§ What is being asked
Only lines with the string "Give" are wanted. Pull them out of the data.

§ Information
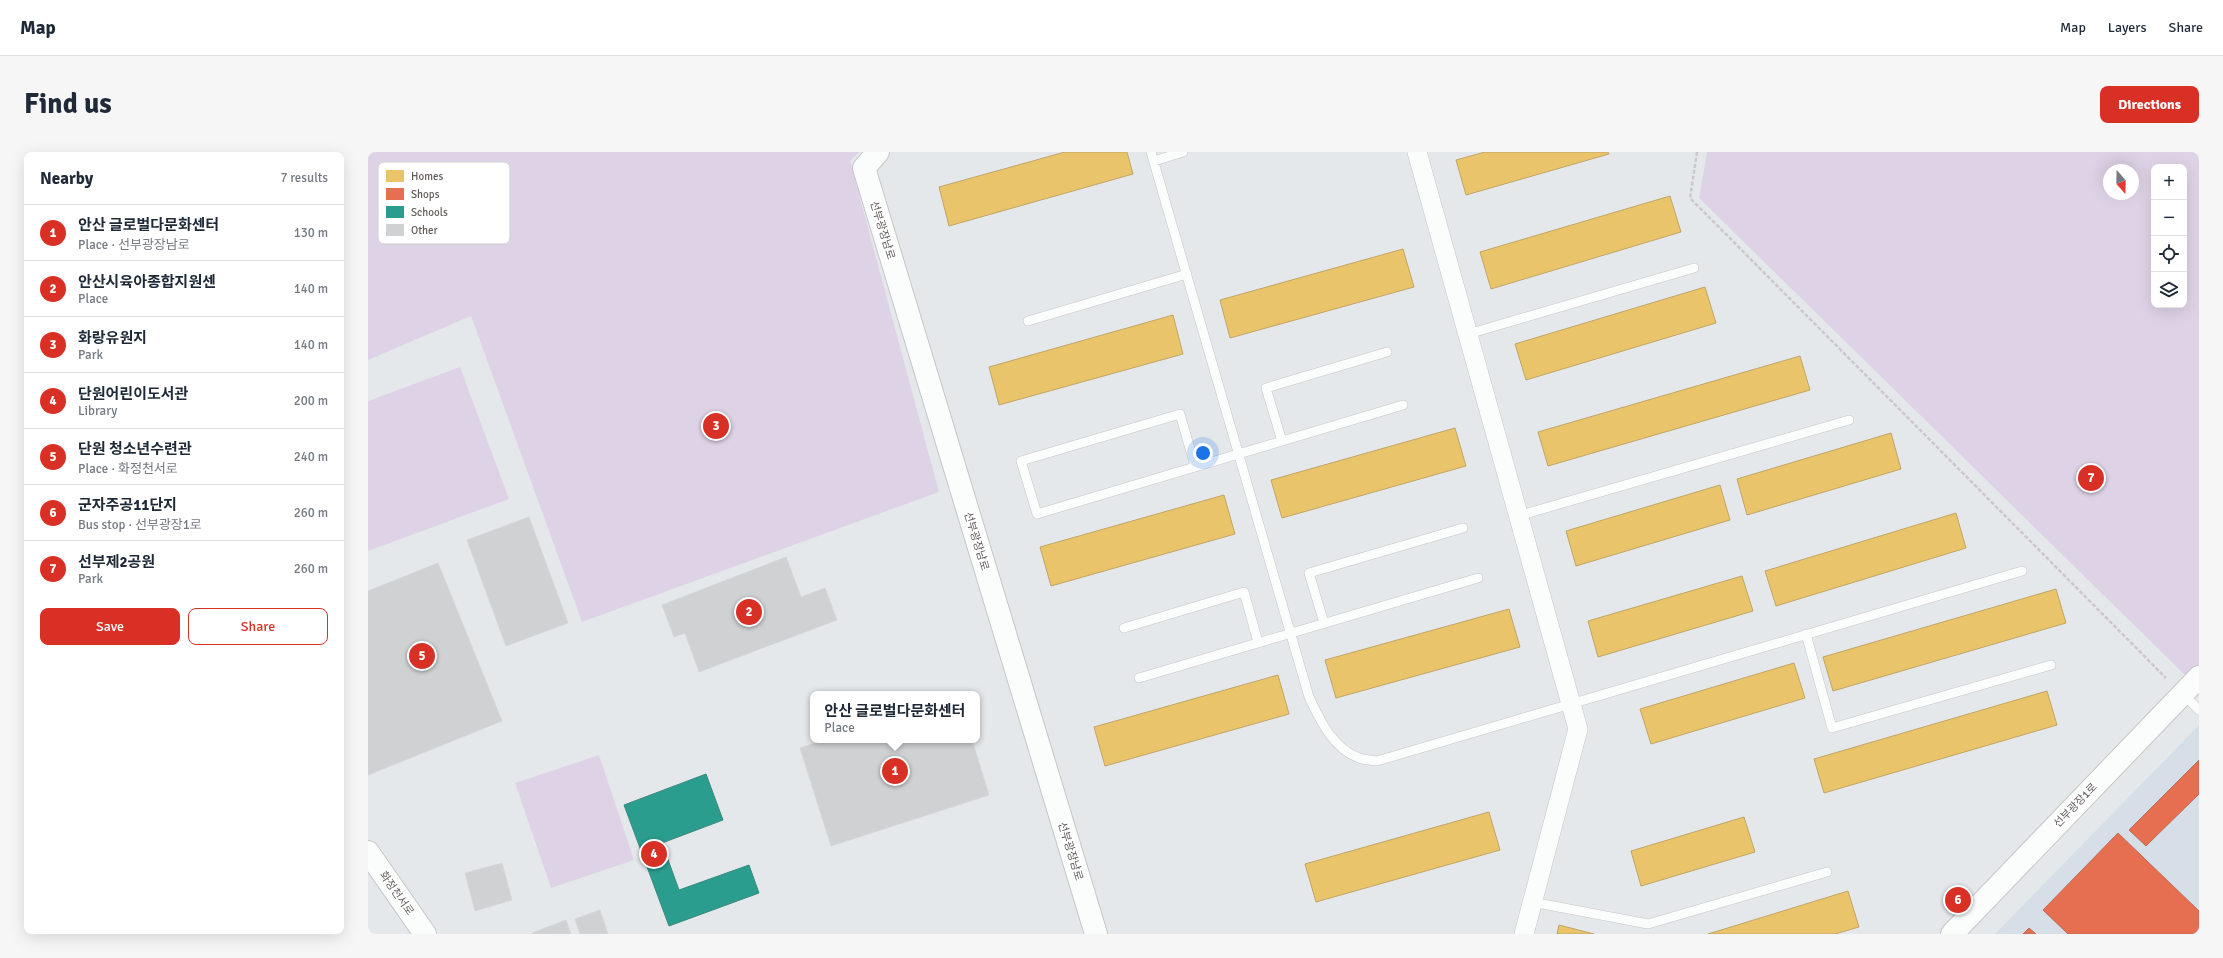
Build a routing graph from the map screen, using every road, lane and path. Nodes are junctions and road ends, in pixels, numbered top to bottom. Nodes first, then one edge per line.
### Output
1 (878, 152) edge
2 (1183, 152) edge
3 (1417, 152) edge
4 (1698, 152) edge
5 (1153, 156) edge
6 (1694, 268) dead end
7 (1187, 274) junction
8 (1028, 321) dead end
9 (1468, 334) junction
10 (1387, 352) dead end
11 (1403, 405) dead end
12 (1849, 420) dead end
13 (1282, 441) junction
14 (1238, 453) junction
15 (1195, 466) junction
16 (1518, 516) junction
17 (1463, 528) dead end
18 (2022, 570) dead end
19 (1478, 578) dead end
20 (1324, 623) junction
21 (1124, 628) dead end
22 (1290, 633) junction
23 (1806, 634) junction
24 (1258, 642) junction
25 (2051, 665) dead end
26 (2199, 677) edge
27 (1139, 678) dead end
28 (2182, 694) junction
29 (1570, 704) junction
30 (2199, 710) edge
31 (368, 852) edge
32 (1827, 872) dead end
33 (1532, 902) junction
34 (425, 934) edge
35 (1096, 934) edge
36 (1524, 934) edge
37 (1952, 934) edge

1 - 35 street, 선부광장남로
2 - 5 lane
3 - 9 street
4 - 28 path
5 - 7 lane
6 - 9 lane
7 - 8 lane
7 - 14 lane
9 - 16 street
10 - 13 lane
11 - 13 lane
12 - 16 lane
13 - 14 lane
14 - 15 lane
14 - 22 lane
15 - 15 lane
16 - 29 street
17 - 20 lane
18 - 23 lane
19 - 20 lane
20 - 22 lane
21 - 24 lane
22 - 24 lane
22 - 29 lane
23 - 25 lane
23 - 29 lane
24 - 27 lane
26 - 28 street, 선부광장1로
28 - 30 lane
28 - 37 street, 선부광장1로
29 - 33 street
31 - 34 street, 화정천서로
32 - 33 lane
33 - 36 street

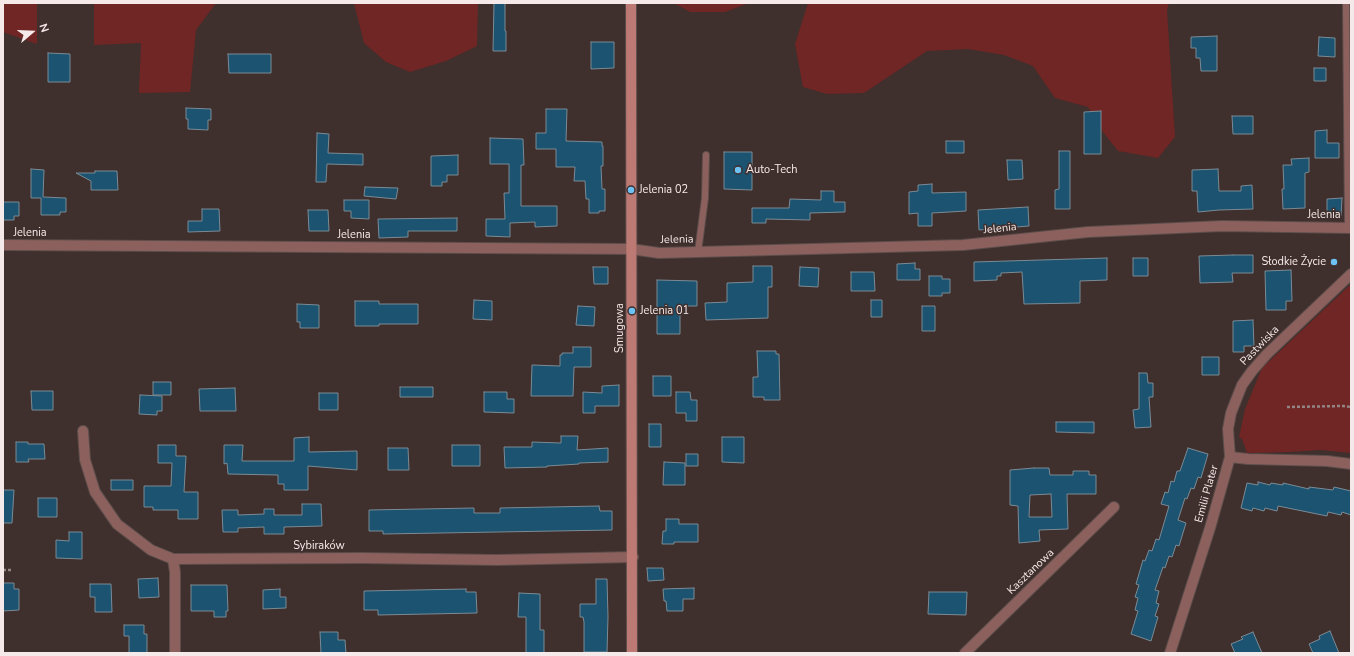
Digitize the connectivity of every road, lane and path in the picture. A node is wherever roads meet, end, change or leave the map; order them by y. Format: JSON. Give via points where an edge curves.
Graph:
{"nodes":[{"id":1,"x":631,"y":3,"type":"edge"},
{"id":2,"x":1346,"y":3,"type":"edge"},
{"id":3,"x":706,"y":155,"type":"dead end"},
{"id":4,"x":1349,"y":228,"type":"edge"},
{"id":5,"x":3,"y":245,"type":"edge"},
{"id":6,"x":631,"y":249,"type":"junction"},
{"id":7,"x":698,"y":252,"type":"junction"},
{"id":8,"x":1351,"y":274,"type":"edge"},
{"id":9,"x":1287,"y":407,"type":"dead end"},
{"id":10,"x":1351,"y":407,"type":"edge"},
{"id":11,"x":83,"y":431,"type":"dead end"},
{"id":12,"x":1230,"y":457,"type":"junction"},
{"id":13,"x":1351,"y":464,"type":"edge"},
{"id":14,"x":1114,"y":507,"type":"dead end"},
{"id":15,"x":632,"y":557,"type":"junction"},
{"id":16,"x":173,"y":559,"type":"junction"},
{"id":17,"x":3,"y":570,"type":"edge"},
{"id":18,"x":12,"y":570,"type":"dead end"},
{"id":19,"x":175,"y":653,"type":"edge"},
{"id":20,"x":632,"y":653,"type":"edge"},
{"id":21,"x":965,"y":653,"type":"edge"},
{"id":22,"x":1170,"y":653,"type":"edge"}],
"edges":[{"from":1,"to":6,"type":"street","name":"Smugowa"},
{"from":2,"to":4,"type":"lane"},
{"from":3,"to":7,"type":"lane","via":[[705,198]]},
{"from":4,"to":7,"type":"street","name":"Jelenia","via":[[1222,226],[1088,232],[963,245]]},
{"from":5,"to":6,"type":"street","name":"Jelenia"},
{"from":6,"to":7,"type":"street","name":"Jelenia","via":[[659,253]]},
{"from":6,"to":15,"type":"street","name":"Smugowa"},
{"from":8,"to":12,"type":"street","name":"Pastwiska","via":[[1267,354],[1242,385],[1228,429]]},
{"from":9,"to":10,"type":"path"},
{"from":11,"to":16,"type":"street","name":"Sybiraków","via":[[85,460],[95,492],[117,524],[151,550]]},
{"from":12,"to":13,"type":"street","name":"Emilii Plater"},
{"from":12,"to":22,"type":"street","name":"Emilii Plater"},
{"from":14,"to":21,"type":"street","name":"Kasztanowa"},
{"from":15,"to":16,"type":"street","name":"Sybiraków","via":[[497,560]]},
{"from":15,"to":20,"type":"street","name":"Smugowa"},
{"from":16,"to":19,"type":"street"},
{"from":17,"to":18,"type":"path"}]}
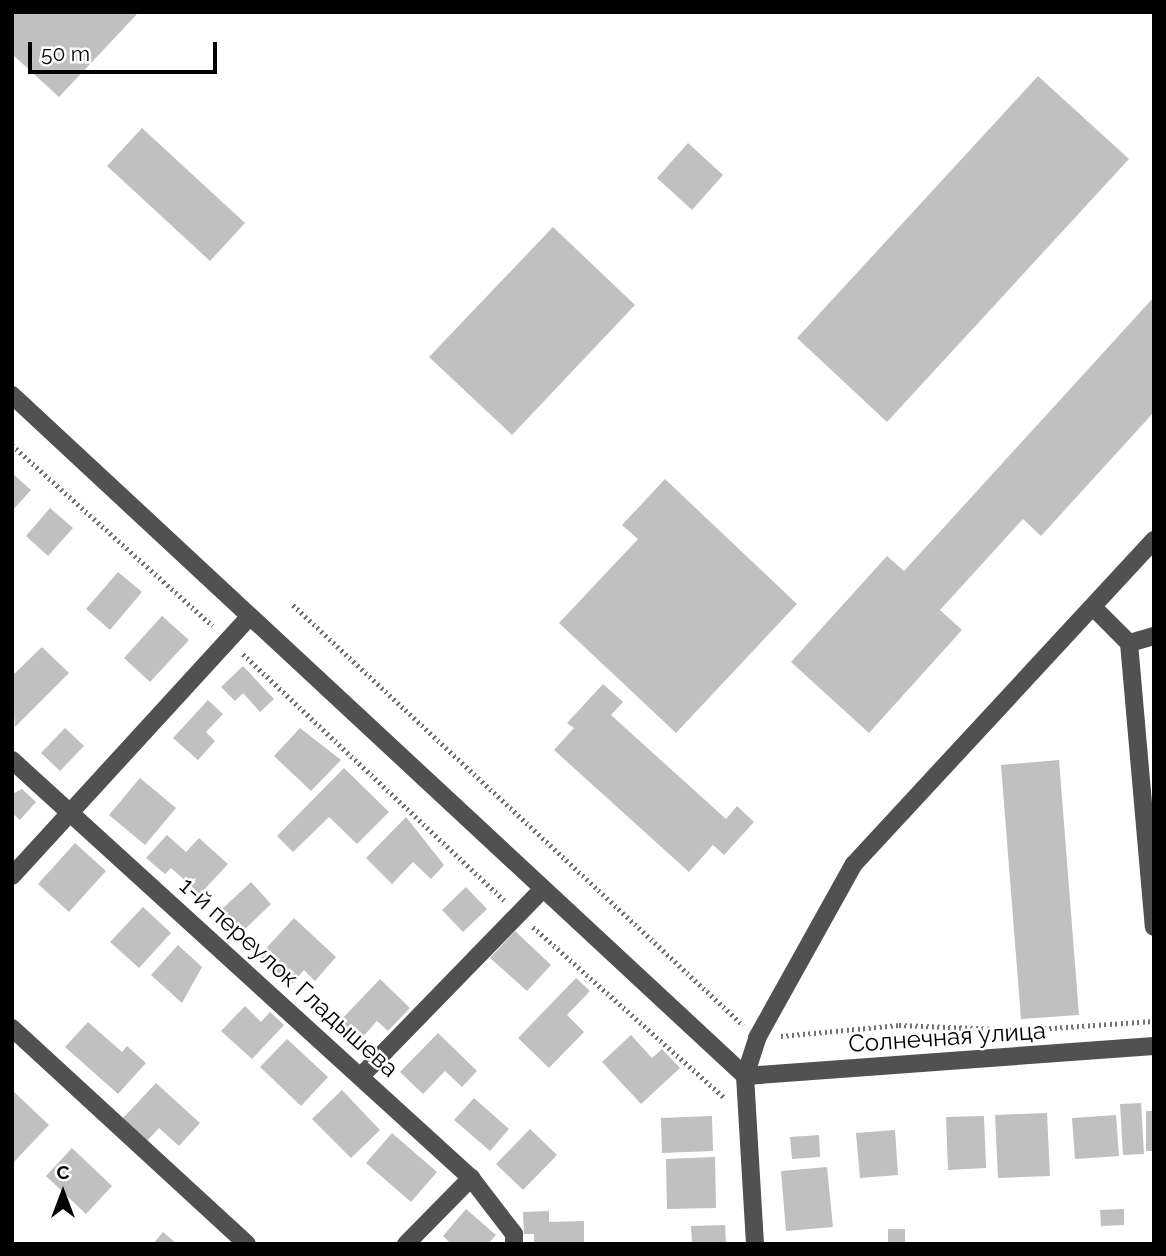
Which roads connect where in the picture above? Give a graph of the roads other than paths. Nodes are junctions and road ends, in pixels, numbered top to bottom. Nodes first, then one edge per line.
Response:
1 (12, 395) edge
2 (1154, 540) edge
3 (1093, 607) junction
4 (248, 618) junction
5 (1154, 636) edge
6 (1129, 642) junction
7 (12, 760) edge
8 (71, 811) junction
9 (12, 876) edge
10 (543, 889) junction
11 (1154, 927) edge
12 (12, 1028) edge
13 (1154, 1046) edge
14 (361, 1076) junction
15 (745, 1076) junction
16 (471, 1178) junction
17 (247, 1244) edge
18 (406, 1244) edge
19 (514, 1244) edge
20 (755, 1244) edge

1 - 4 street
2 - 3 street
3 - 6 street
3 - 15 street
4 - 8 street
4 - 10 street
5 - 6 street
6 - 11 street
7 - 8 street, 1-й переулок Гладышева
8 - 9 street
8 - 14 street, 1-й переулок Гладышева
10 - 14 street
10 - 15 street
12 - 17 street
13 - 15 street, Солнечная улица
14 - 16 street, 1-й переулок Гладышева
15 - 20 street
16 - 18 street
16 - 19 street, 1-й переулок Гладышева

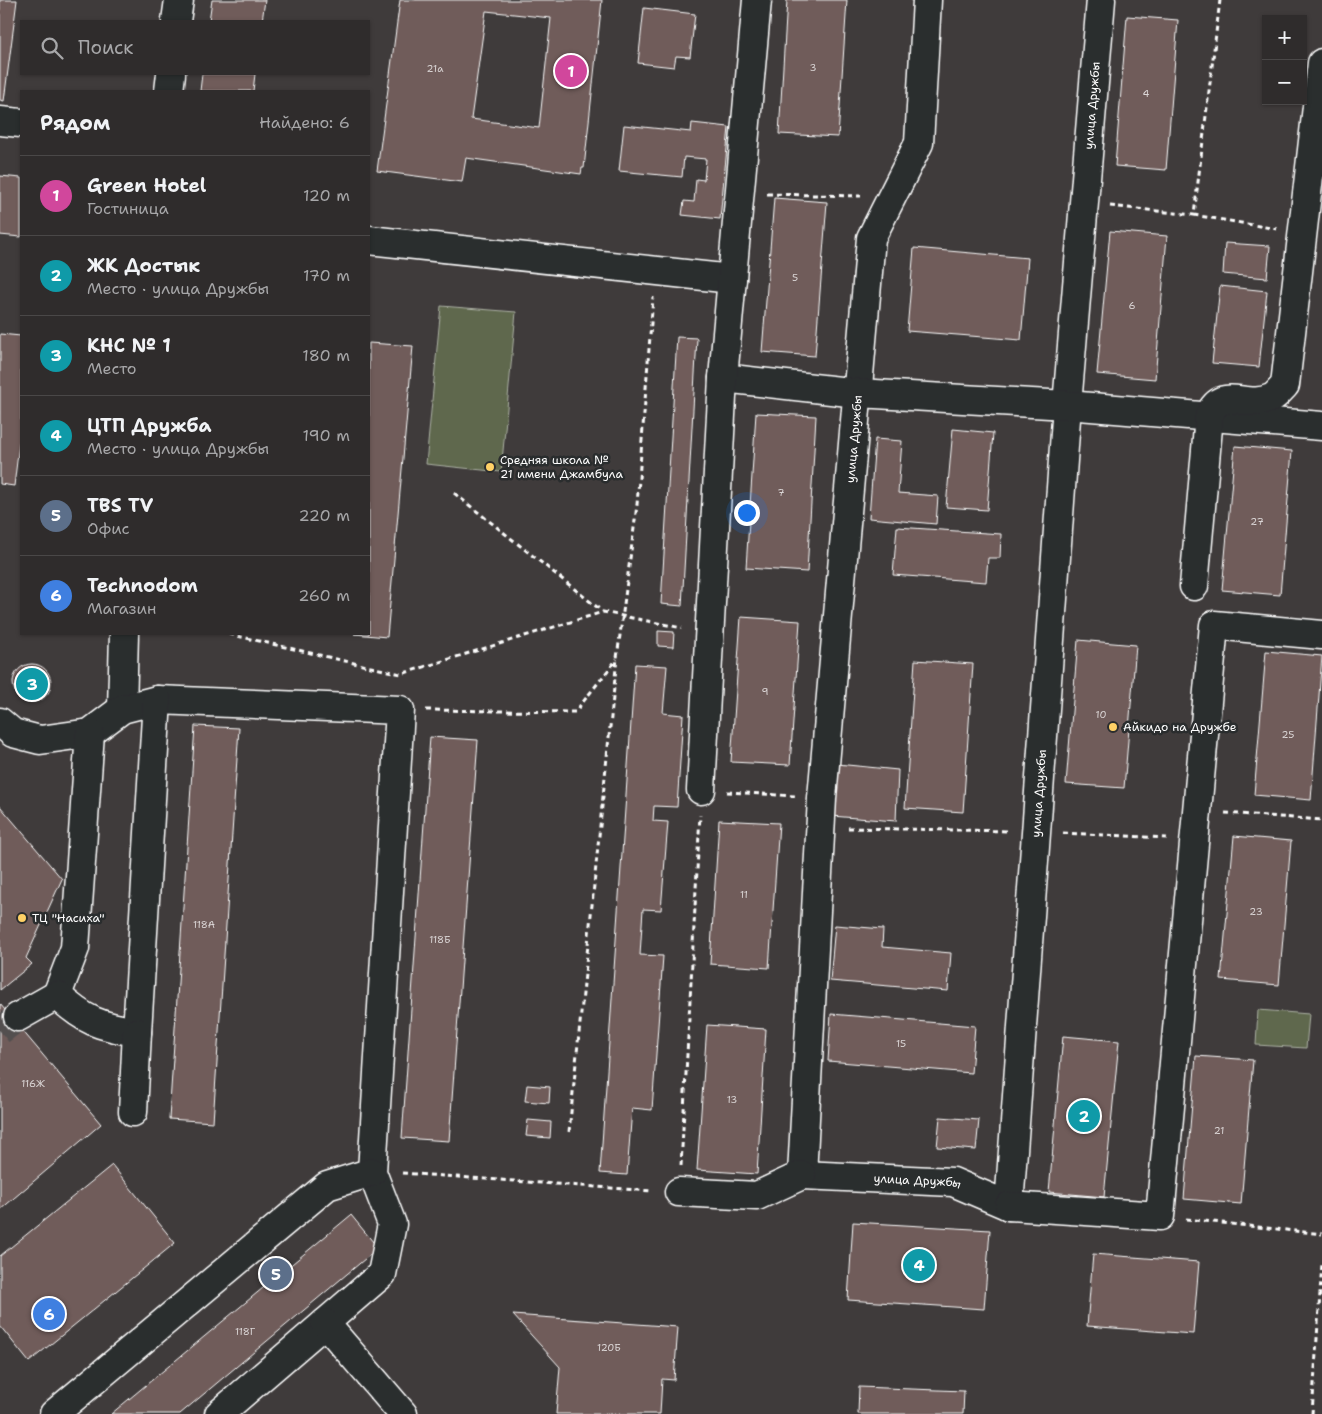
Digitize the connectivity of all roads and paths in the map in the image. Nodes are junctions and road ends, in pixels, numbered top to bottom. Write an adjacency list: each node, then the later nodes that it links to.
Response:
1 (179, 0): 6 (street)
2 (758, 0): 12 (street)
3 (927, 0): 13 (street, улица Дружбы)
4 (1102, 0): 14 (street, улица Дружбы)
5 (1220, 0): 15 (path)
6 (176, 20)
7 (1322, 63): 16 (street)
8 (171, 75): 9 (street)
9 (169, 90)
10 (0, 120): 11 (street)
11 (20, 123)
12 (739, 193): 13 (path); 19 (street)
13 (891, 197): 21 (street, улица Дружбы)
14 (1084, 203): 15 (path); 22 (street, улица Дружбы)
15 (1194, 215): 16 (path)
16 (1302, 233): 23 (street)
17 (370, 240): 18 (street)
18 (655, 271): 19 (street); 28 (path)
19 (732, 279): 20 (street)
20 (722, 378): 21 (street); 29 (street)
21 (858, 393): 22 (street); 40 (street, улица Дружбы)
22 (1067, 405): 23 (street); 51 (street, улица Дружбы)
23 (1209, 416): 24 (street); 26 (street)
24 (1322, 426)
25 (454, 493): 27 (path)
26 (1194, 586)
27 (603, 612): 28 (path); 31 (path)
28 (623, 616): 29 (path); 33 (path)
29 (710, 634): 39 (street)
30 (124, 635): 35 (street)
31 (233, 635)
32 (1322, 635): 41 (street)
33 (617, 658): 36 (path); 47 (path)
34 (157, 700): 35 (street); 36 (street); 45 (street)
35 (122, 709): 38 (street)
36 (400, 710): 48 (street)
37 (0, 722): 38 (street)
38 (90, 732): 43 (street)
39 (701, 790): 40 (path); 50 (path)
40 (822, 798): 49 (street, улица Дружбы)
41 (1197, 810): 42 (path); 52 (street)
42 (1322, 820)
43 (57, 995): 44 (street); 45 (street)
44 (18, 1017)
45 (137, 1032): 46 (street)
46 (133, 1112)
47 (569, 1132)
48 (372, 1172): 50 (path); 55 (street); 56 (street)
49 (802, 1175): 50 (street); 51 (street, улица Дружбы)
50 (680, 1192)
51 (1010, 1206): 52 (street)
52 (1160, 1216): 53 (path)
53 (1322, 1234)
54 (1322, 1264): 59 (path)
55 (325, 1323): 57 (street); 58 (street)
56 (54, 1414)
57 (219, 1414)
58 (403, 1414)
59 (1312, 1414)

§ Written solution
Digitize the connectivity of every road, lane and path in the picture. A node is wherever roads meet, end, change or leave the map; order them by y. Format: JSON. Give via points where an edge curves.
Which roads connect where in the picture above? Give a graph of the roads other than paths. Nodes are junctions and road ends, in pixels, numbered top to bottom. Nodes first, then one edge per line.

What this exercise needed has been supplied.